Schneeverwehungen der Opposition

Für den hätte die Woche nicht besser beginnen können. Ein kurz angebundener Außenminister, dessen vage Sätze alles andere als Befreiungsschläge waren – und dann auch noch der Schnee. Genüsslich wurden dem Vizekanzler die Sätze in der Kälte um die Ohren gehauen die ganze Woche über – der Hinweis auf die Schneeverwehungen fehlte im keinem Statement von Union oder FDP, dadurch wirkte das ganze noch unmenschlicher und härter. Ein Hauch von Kiew lag in der Luft.

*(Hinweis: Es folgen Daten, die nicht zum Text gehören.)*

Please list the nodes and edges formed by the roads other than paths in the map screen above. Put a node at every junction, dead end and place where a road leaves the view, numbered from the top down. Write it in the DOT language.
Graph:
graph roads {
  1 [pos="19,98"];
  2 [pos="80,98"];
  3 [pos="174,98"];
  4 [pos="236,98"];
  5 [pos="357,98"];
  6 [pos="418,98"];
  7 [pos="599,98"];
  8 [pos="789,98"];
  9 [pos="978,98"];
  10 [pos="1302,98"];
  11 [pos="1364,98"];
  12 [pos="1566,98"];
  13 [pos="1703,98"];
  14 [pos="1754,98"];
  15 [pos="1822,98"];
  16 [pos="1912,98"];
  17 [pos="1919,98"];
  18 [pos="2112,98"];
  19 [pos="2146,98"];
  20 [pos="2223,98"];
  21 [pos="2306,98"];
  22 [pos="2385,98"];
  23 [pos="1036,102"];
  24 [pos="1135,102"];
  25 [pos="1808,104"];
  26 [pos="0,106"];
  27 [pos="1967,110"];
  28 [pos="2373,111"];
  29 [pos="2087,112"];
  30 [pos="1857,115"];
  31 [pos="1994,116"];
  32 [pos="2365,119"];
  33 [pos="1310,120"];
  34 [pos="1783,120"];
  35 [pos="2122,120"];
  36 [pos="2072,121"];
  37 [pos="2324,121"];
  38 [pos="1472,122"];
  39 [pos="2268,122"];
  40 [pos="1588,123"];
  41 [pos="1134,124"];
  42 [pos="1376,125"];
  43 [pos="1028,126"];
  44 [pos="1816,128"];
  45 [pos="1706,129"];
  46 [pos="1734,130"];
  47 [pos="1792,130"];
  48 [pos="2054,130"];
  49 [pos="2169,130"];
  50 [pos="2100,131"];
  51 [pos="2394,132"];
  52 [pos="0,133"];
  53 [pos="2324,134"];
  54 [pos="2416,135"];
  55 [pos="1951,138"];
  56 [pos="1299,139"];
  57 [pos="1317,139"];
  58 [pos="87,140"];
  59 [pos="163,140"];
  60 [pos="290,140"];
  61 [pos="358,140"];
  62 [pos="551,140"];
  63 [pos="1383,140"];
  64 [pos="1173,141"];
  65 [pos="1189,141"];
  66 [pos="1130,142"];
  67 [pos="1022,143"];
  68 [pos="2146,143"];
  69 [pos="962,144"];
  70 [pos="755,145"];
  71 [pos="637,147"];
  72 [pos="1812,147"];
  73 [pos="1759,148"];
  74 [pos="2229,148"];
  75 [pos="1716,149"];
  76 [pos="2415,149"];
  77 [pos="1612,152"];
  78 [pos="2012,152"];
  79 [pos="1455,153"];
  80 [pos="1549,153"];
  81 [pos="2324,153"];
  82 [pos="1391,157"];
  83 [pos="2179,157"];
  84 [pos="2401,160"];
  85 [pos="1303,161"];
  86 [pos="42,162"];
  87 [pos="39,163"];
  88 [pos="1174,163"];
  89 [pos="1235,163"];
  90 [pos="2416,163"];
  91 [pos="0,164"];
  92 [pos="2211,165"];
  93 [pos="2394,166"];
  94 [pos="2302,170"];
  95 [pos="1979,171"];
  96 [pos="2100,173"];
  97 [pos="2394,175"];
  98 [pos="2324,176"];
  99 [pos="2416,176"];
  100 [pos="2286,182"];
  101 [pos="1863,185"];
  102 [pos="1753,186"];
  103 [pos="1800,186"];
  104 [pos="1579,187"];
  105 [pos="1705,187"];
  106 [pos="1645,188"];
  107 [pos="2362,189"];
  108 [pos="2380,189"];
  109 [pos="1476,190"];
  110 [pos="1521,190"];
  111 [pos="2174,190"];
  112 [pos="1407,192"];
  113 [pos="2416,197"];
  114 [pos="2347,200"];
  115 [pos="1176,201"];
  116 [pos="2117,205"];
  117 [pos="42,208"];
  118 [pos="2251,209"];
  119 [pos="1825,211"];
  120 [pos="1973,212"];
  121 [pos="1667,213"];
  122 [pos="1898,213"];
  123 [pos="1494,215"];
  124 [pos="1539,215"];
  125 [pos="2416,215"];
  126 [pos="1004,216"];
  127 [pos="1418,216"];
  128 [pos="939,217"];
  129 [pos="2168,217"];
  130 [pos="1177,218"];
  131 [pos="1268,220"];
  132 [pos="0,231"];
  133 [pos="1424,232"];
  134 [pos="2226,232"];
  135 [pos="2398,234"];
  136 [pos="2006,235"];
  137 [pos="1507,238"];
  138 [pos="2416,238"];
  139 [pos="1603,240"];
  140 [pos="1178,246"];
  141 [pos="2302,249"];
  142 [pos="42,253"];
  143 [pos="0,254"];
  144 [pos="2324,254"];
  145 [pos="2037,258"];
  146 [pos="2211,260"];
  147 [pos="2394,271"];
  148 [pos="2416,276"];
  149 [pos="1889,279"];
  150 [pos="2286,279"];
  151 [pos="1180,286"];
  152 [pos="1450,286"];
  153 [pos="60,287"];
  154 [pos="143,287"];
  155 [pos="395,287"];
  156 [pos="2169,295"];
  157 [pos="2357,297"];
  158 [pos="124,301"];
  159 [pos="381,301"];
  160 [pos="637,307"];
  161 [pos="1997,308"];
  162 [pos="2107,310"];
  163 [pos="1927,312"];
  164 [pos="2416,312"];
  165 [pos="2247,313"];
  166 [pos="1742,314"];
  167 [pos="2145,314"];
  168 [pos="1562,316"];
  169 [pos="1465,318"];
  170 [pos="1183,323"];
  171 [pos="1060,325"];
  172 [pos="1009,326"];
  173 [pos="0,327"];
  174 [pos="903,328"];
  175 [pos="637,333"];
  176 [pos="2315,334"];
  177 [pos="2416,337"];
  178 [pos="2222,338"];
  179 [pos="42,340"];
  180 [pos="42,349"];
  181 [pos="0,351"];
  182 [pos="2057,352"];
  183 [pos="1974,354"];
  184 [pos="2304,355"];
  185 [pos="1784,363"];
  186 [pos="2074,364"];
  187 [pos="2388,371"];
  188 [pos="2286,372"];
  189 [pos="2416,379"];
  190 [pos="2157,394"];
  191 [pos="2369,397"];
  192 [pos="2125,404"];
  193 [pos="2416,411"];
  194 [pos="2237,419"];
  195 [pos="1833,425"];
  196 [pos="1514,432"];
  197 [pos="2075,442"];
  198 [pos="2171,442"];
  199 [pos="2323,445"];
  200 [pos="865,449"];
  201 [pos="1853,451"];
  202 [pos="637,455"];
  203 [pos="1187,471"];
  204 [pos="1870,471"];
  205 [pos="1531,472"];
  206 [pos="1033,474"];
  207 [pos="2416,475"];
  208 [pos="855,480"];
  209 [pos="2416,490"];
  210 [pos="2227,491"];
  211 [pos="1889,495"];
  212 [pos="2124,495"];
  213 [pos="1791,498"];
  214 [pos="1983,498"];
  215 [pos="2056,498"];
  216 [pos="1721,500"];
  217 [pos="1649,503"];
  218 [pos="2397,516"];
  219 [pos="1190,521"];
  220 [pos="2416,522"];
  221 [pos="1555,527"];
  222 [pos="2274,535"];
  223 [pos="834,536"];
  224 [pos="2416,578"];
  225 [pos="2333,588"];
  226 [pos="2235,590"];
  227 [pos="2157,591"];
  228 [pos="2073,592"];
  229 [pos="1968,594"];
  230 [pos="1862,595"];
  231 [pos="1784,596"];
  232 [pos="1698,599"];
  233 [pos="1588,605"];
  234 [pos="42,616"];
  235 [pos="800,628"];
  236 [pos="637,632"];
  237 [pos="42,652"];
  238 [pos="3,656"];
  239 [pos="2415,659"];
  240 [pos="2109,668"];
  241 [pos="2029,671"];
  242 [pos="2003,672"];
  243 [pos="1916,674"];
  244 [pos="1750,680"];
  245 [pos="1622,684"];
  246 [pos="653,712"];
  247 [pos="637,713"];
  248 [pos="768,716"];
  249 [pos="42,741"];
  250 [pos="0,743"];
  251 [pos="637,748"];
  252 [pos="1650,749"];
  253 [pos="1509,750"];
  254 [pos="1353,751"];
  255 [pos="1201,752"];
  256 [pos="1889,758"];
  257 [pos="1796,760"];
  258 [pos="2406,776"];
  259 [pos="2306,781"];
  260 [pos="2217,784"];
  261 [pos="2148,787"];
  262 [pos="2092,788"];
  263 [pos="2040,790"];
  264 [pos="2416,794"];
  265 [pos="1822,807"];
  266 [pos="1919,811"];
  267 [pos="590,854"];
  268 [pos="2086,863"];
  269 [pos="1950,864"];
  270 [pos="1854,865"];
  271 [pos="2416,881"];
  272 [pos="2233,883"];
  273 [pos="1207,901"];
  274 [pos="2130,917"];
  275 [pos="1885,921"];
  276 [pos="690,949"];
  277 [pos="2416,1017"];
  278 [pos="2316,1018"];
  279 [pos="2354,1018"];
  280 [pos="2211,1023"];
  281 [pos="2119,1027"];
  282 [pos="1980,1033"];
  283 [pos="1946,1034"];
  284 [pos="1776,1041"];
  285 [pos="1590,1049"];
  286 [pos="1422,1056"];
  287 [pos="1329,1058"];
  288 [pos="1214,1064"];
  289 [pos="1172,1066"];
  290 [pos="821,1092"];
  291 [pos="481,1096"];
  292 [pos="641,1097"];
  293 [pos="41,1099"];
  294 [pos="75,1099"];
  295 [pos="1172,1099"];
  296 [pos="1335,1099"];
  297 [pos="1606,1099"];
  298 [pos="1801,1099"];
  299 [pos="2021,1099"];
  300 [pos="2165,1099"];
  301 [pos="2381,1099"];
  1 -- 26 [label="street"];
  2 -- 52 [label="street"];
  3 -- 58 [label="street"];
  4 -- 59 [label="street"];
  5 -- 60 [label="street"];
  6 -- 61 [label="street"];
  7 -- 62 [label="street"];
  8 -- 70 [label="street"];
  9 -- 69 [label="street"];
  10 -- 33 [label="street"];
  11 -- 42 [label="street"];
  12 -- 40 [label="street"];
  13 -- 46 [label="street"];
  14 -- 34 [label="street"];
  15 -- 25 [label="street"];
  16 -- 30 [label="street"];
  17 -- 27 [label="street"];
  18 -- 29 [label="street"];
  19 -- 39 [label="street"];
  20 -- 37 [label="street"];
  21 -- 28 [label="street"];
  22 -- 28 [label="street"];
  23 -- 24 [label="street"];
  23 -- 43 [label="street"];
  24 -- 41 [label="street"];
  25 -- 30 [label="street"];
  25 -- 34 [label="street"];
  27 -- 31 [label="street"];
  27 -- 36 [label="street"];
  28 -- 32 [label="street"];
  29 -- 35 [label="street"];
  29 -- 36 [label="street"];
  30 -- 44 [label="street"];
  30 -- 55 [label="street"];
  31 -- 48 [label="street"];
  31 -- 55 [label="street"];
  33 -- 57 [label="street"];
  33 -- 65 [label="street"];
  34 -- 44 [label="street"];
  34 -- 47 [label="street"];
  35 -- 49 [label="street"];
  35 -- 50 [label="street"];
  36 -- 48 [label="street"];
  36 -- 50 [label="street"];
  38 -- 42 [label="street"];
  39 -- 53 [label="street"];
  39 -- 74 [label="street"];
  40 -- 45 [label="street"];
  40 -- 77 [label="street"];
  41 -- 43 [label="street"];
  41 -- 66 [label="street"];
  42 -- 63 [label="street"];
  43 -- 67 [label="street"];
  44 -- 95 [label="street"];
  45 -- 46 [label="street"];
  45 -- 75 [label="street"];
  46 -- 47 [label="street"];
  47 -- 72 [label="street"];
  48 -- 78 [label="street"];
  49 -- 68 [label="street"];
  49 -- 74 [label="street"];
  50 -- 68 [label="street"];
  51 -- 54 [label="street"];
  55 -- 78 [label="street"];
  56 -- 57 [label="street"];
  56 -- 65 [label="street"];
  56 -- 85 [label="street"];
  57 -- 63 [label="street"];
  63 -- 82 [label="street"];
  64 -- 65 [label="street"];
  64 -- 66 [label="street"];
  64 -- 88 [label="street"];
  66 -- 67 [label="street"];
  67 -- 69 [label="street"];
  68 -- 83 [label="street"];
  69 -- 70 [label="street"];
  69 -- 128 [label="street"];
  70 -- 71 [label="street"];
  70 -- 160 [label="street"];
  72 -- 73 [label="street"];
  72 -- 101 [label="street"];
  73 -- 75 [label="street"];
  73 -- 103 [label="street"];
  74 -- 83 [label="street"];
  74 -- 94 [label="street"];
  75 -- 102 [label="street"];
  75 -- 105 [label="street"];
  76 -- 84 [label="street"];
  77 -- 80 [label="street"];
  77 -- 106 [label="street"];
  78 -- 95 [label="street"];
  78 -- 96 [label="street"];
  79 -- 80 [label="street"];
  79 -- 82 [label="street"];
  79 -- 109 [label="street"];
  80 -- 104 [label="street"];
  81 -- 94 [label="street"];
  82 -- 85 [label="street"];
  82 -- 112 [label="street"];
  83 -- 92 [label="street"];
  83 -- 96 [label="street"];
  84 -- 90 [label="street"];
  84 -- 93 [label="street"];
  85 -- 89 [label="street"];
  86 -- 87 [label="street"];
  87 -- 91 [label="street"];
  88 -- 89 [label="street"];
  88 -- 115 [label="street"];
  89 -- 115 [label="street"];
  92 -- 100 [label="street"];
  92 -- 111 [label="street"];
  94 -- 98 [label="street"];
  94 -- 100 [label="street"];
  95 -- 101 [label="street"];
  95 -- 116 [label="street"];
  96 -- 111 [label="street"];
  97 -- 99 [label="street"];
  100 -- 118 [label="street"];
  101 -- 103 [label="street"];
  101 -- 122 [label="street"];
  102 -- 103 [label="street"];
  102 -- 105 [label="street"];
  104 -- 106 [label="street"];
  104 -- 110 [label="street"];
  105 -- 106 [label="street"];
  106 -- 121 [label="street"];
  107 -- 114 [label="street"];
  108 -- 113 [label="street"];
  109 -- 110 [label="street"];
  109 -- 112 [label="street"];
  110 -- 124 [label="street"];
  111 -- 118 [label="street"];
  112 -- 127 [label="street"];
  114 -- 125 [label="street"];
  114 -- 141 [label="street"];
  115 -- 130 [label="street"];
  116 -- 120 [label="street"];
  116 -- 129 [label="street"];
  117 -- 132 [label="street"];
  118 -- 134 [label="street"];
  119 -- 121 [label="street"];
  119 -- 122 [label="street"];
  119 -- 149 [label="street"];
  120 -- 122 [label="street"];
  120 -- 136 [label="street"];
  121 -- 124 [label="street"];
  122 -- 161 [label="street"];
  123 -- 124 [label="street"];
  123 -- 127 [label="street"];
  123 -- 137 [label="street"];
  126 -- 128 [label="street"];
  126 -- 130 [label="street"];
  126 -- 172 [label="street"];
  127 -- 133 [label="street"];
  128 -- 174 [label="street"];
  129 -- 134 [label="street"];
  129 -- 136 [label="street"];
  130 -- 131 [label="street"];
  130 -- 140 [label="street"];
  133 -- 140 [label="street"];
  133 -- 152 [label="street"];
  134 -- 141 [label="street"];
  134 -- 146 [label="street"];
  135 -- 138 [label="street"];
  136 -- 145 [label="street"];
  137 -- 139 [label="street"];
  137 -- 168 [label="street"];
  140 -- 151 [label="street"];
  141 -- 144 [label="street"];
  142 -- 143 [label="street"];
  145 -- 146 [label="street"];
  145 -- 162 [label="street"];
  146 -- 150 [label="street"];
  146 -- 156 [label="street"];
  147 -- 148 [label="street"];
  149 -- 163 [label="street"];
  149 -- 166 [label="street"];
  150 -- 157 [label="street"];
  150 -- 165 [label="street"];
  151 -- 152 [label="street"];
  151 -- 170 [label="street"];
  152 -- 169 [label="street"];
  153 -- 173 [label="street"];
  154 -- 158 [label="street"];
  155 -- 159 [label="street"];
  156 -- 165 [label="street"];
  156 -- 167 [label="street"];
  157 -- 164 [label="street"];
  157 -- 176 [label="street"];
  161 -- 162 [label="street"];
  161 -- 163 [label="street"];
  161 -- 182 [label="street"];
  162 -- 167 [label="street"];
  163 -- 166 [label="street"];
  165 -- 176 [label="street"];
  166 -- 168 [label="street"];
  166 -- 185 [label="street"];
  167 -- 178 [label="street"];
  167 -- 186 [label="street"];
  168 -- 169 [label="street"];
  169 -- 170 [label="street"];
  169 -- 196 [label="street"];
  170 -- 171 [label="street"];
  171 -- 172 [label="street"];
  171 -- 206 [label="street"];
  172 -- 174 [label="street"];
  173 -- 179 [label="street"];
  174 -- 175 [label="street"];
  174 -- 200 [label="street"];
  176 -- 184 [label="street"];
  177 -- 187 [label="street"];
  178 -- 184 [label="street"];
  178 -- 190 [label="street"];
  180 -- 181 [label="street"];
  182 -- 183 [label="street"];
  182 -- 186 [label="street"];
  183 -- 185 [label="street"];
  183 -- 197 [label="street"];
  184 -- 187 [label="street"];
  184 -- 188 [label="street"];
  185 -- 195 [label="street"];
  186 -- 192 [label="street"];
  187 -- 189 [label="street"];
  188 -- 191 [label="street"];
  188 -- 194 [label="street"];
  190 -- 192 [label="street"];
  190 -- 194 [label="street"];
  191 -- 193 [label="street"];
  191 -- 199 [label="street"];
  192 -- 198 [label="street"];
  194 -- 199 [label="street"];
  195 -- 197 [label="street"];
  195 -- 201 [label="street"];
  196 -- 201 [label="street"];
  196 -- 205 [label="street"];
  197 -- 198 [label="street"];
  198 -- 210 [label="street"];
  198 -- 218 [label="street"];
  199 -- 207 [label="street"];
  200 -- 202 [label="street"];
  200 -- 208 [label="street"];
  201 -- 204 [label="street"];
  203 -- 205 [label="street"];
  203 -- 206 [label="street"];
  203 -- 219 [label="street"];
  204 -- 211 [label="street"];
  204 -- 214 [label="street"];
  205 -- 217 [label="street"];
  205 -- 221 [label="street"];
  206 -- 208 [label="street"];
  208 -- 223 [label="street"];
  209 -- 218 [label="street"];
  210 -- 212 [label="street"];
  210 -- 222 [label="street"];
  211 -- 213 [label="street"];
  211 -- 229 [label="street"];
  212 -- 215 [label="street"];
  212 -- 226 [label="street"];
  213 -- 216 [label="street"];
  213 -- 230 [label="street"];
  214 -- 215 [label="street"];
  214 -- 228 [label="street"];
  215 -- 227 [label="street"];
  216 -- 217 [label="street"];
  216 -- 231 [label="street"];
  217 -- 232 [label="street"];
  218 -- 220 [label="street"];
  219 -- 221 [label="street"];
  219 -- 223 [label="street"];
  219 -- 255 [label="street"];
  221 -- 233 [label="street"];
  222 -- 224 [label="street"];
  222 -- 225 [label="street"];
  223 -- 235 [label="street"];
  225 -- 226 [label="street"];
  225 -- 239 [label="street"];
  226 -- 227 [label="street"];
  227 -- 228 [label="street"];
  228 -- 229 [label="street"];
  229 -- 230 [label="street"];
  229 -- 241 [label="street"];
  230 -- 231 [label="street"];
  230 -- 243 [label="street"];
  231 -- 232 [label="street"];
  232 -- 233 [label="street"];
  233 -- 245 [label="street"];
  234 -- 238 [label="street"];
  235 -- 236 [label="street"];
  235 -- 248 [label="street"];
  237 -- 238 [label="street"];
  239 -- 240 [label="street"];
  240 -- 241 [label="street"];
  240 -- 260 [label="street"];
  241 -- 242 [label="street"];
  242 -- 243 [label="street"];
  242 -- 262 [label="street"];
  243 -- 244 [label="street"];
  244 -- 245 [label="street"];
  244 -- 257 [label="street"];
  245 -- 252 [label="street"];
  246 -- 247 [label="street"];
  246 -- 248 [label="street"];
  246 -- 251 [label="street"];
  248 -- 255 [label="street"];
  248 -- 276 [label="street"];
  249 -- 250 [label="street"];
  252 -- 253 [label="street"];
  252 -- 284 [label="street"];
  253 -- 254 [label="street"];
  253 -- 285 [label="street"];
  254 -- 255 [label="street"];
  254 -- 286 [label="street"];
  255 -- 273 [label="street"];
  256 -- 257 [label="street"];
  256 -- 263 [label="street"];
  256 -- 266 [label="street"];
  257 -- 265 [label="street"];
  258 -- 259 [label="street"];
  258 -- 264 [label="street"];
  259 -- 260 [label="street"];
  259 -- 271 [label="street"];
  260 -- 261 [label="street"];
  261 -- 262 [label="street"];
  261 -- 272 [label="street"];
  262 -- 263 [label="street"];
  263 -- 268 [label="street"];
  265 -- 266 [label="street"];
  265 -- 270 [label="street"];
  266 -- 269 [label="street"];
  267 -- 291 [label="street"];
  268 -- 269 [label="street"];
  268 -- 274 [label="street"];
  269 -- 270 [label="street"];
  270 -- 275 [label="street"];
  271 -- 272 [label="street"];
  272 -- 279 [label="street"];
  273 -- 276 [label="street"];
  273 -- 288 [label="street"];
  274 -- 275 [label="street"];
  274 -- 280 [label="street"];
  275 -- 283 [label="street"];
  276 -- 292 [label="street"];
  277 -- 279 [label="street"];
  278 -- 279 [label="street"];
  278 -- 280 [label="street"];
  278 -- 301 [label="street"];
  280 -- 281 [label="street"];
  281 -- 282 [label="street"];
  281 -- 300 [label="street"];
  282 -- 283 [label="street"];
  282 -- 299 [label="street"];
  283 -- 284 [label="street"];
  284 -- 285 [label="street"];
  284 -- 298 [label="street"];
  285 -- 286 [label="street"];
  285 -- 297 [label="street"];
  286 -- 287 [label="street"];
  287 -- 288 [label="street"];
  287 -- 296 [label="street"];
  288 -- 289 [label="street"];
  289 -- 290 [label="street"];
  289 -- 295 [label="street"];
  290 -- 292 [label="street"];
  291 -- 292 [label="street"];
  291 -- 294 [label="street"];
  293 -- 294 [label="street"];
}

Auch zum Wochenende hin liegt Berlin unter einer dicken Schneedecke. Es hat sich nicht geändert für die Grünen. Fischer ist angezählt. Die Opposition macht im Untersuchungsausschuss Punkte. Es bleibt dabei: Wer auch immer für die Erleichterungen bei der Visa-Vergabe sorgte –Fischer, wie Union und FDP sagen, oder die Vorgängerregierung, wie SPD und Grüne behaupten - : Das Auswärtige Amt sah lange zu, wie Schleuserbanden die laxen Visa-Bestimmungen nutzten, um Menschen illegal nach Deutschland zu bringen.

Fischer ist angezählt – und die Grünen sind es auch. Ein prominentes Mitglied der Bundesregierung entwarf diese Woche zum Entsetzten einiger Journalisten in einem Berliner Hinterzimmer eine verwegene Theorie: "Spiegel" und "Süddeutsche Zeitung" seien angetreten, Rot-Grün niederzuschreiben, wundern müsse man sich da über nichts.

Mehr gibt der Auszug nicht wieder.